Relief for tax losses. Tax losses may be carried forward for three years. In addition, under Law No. 273, dated 15 April 2014, losses incurred in 2003 and 2004 can be carried forward for one extra year (four years in total). Losses incurred in 2005, 2006, 2007 and 2008 can be carried forward for an additional four or seven years. This applies to certain companies specified under this law.

Groups of companies. Parent companies are not required to pre­pare consolidated financial statements that incorporate the activi­ties of their associated companies and subsidiaries. Each legal entity is taxed separately.

Other significant taxes

The following table summarizes other significant taxes.

Nature of tax Rate
Value-added tax (VAT); imposed on the
supply of goods and services by a taxable
person in the course of an economic activity
in Lebanon and on imports; certain supplies
are exempt; registration with the Directorate
of VAT is required if an entity’s total taxable
turnover for the four preceding quarters
exceeded LBP150 million; all persons
performing taxable economic activities have
the option of registering, regardless of the
amount of turnover
Standard rate 10.00%
Tax on portion of foreign head office overhead
allocated to a Lebanese subsidiary, associated
company or branch
7.50%
Customs duties on imported goods Various
Social security contributions
Sickness and maternity, on monthly
salaries up to LBP2,500,000; paid by
Employer 7.00%
Employee 2.00%
Family allowances, on monthly salaries up
to LBP1,500,000; paid by employer
6.00%
End-of-service indemnity, on monthly
salaries; paid by employer
8.50%
Stamp duty on documents, such as the issuance
of share capital, corporate bonds, commercial
bills, lease agreements, employment agreements
and other agreements (contracts related to
foreign transactions of Lebanese offshore
companies are exempt)
General rate 0.30%
Built property tax; imposed on rental income
generated by entities subject to income tax;
such income is not subject to corporate income
tax and is excluded from the taxable results
together with the related expenses; the annual
net income from each parcel of real estate is
separately subject to built property tax
Net income not exceeding LBP20 million 4.00%
Net income exceeding LBP20 million, but
not exceeding LBP40 million
6.00%
Net income exceeding LBP40 million, but
not exceeding LBP60 million
8.00%
Net income exceeding LBP60 million, but
not exceeding LBP100 million
11.00%
Net income exceeding LBP100 million 14.00%
Municipal taxes on developed property
Sidewalk and sewage tax, paid by landlords
on annual gross rental from buildings
(since 1989, the municipalities have
collected this tax from tenants)
1.50%
Security and cleaning tax, paid by tenant on
a percentage of the rental value of buildings
(nonprofit enterprises are exempt from this tax)
Residential buildings (minimum tax of
LBP5,000)
5.00%
Nonresidential buildings (minimum tax of
LBP10,000)
7.00%
Registration duty, paid by purchaser of land
or buildings; levied on fair-market value of
building, which is deemed to be 20 times the
fair annual rental income set by the government
(approximate rate)
6.00%
Annual tax on total capital and reserves
of Lebanese holding companies, up to
a maximum tax of LBP5 million (tax
is due in full from the first year of
company’s operations, regardless of
the month operations begin); imposed
on amounts
Not exceeding LBP50 million 6.00%
Exceeding LBP50 million but not exceeding
LBP80 million
4.00%
Exceeding LBP80 million 2.00%
Annual tax on Lebanese offshore companies
(tax is imposed in full from the first year of
company’s operations, regardless of the
month operations begin)
LBP1 million

Miscellaneous matters

Foreign-exchange controls.

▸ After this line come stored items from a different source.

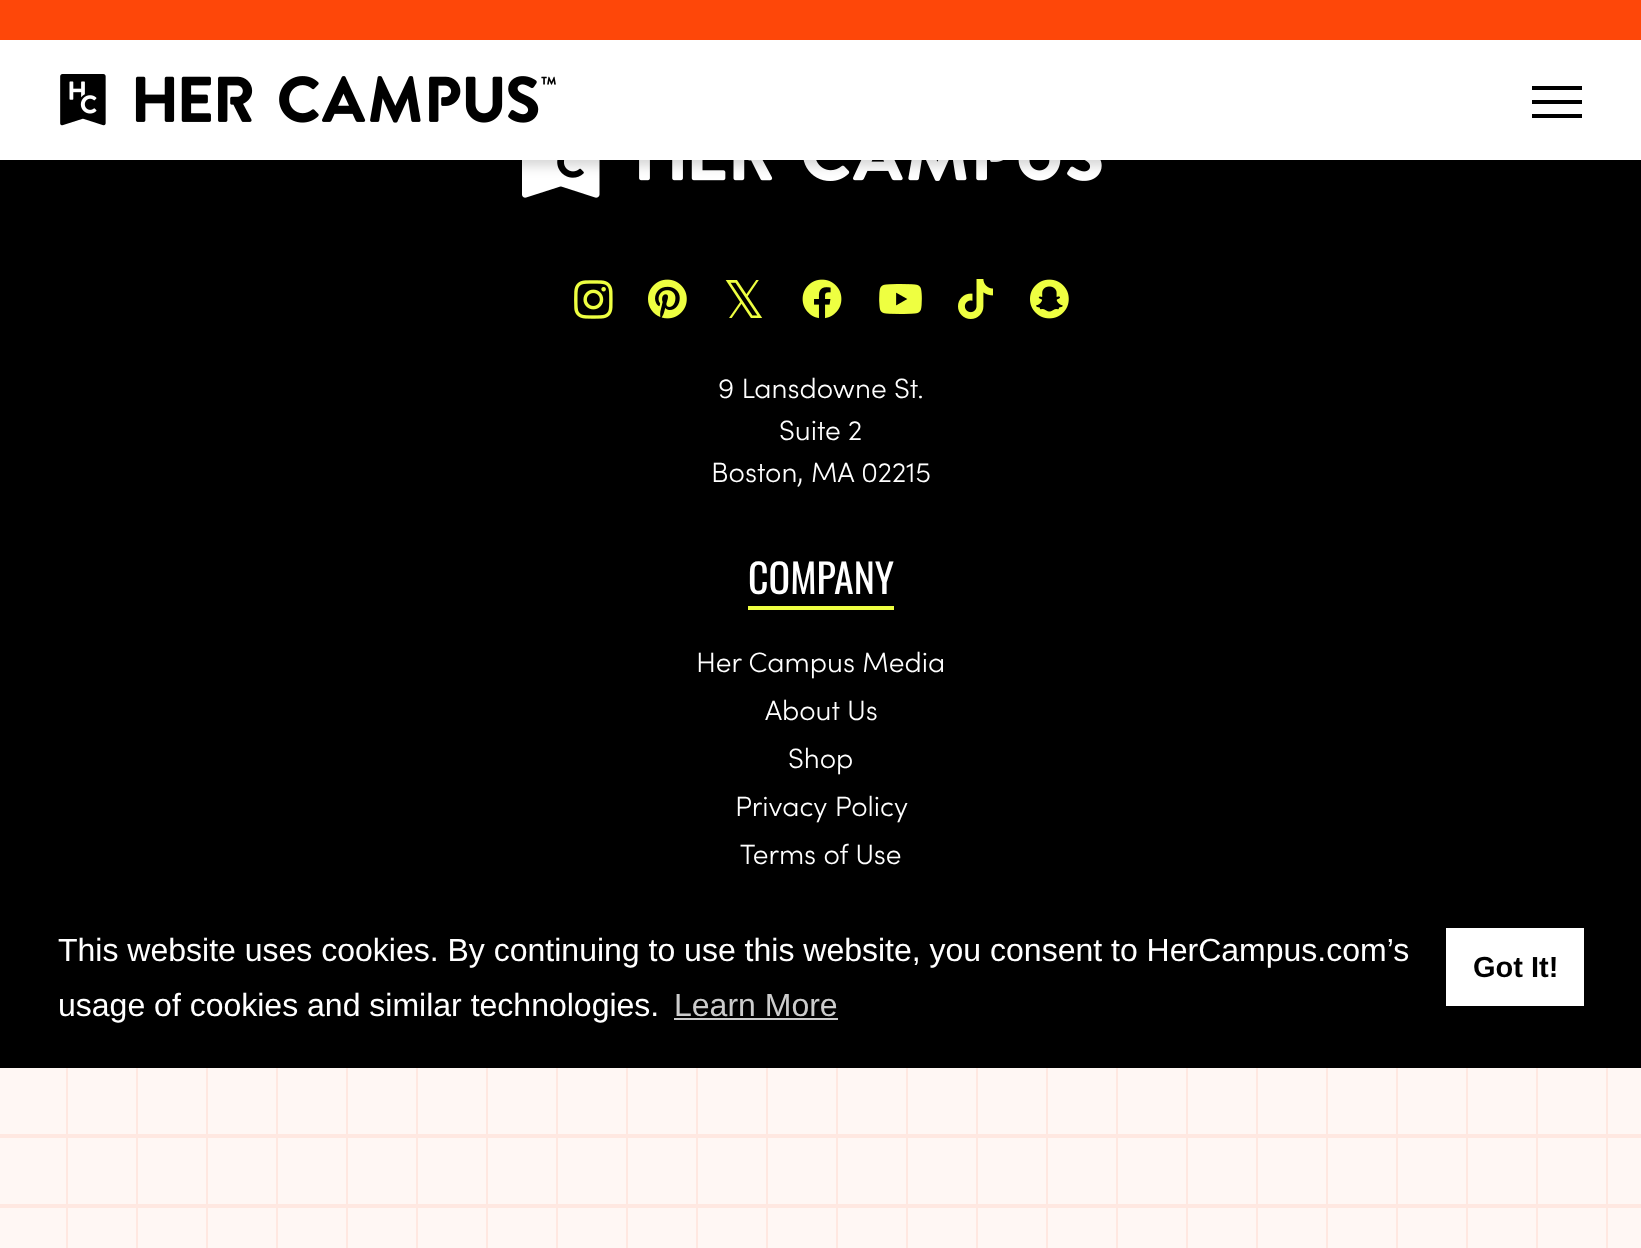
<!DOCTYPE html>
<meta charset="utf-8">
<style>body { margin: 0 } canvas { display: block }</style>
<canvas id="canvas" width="1641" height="1248"></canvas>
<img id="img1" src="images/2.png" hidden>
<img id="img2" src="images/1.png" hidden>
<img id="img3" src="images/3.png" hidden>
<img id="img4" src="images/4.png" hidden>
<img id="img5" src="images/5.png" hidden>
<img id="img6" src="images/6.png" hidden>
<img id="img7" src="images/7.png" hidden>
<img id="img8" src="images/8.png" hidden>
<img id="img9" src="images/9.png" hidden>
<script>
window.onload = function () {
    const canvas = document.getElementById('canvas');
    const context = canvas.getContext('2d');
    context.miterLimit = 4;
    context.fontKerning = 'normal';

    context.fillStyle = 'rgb(0, 0, 0)';
    context.fillRect(0, 0, 1641, 1248);
    context.drawImage(document.getElementById('img1'), 522, 160, 580, 38);
    context.fillStyle = 'rgba(0, 0, 0, 0.16)';
    context.filter = 'blur(6px)';
    context.beginPath();
    context.rect(0, 6, 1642, 160);
    context.fill();
    context.filter = 'none';
    context.fillStyle = 'rgb(255, 255, 255)';
    context.fillRect(0, 40, 1641, 120);
    context.fillStyle = 'rgb(254, 71, 9)';
    context.fillRect(0, 0, 1641, 40);
    context.drawImage(document.getElementById('img2'), 60, 74, 496, 52);
    context.fillStyle = 'rgb(0, 0, 0)';
    context.fillRect(1532, 86, 50, 4);
    context.fillRect(1532, 100, 50, 4);
    context.fillRect(1532, 114, 50, 4);
    context.drawImage(document.getElementById('img3'), 574, 280, 39, 39);
    context.drawImage(document.getElementById('img4'), 648, 279, 39, 40);
    context.drawImage(document.getElementById('img5'), 802, 279, 40, 40);
    context.drawImage(document.getElementById('img6'), 879, 284, 43, 30);
    context.drawImage(document.getElementById('img7'), 958, 279, 35, 40);
    context.drawImage(document.getElementById('img8'), 1030, 279, 39, 40);
    context.fillStyle = 'rgb(238, 255, 65)';
    context.fillRect(748, 606, 146, 4);
    context.fillStyle = 'rgb(255, 255, 255)';
    context.fillRect(1446, 928, 138, 78);
    context.fillStyle = 'rgb(204, 204, 204)';
    context.fillRect(674, 1018, 164, 2);
    context.fillStyle = 'rgb(255, 247, 244)';
    context.fillRect(0, 1068, 1641, 180);
    context.drawImage(document.getElementById('img9'), 66, 1068, 1542, 180);
    context.fillStyle = 'rgb(255, 232, 225)';
    context.fillRect(0, 1134, 1641, 4);
    context.fillRect(0, 1204, 1641, 4);
    context.font = '52px DejaVu Sans';
    context.fillStyle = 'rgb(238, 255, 65)';
    context.fillText('𝕏', 723, 318);
    context.font = '300 28px Sofia';
    context.fillStyle = 'rgb(255, 255, 255)';
    context.fillText('9 Lansdowne St.', 718, 398);
    context.fillText('Suite 2', 779, 440);
    context.fillText('Boston, MA 02215', 711, 482);
    context.font = '40px Oswald';
    context.fillText('COMPANY', 748, 594);
    context.font = '300 28px Sofia';
    context.fillText('Her Campus Media', 696, 672);
    context.fillText('About Us', 765, 720);
    context.fillText('Shop', 788, 768);
    context.fillText('Privacy Policy', 735, 816);
    context.fillText('Terms of Use', 740, 864);
    context.font = '32px Liberation Sans';
    context.fillText('This website uses cookies. By continuing to use this website, you consent to HerCampus.com’s', 58, 961);
    context.font = 'bold 29px Liberation Sans';
    context.fillStyle = 'rgb(0, 0, 0)';
    context.fillText('Got It!', 1473, 977);
    context.font = '32px Liberation Sans';
    context.fillStyle = 'rgb(255, 255, 255)';
    context.fillText('usage of cookies and similar technologies.', 58, 1016);
    context.fillStyle = 'rgb(204, 204, 204)';
    context.fillText('Learn More', 674, 1016);
};
</script>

Lebanon does not impose any foreign-exchange controls.

Anti-avoidance legislation. Under the Lebanese tax law, criminal or tax penalties may be imposed for specified tax-avoidance schemes.

Related-party transactions. Transactions with related entities must be on an arm’s-length basis.

Tax treaties

Lebanon has entered into double tax treaties with Algeria, Armenia, Bahrain, Belarus, Bulgaria, Cuba, Cyprus, the Czech Republic, Egypt, France, Gabon, Iran, Italy, Jordan, Kuwait, Malaysia, Malta, Morocco, Oman, Pakistan, Poland, Qatar, Romania, the Russian Federation, Senegal, Sudan, Syria, Tunisia, Turkey, Ukraine, United Arab Emirates and Yemen.